PS2-41: The FTO Gene, Its Variants and Post-menopausal Breast Cancer

Abstract

Background Adiposity is a well-accepted risk factor for post-menopausal breast cancer (PMBC). SNPs of the FTO gene, located on chromosome 16q12.2, have been associated with adiposity by lowering the activity of the enzyme lipase. This gene also encodes for a protein involved in DNA damage repair pathway. The current epidemiologic paradigm associates the risk of PMBC with increased aromatization of androstenedione to estradial in peripheral adipose tissue and increased serum levels of insulin-like growth-factors. The increased systemic inflammation because of adiposity motivates the inquiries for other plausible biochemical mechanism. We are conducting a pilot nested case-controls study to investigate the association between 3 SNPs of FTO gene with the risk of PMBC, adjusted for the major risk factors. Presently data are available from 50 cases and 202 controls from the cohort of MyCode Biobanking Project at Geisinger Health System. Methods We genotyped the 3 SNPs (rs1861868, rs1477196 and rs9939609) of the gene. Generalized linear model was used to evaluate the association between these 3 SNPs. We also conducted analyses of hyplotypes for 2-SNPs and 3-SNPs association, respectively; odds ratios (OR) and 95% confidence intervals (CI) were calculated to estimate the association between haplotypes and PMBC, and between the genotypes of each SNPs (as an ordinal variable) and PMBC applying unconditional logistic regression modeling approach, while controlling for BMI, age, parity status (=3 or <3) and family history for breast cancer.

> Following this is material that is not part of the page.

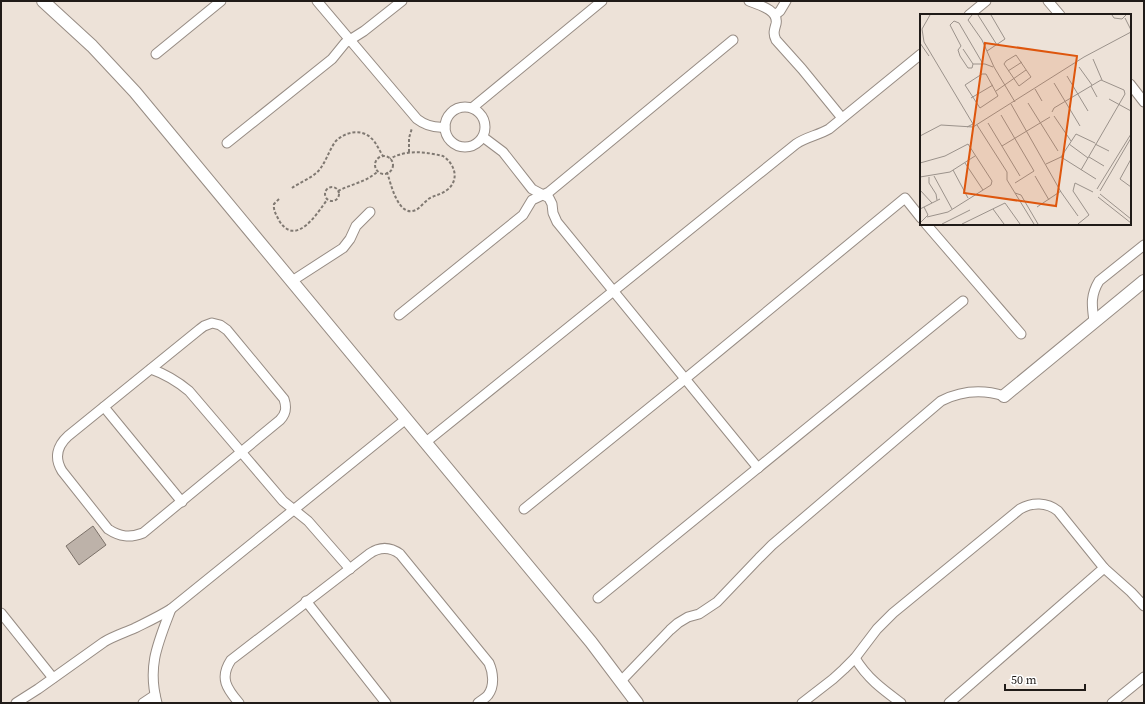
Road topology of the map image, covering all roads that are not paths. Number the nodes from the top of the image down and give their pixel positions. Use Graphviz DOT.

Results Our analyses suggest that 2 of the SNPs (rs1861868 and rs1477196) most likely form a haplotype (P= 0.002) that is exclusive of the third SNP (rs9939609, P>0.3). None of these SNPs or hyplotypes was associated with BMI (p>0.4), diabetes and metabolic syndrome (P>0.15). Results from the multivariate logistic model suggested a trend toward a potential association (OR=1.68, CI=0.67-4.18, P=0.09) between the (rs1861868) SNP and PMBC. Conclusion Our pilot study attempts to evaluate the association between SNPs of the of FTO gene with PMBC, independent of BMI or other risk factors for PMBC. One SNP was found to be likely associated with PMBC, but the present small sample size eclipses the power of identifying a definite association.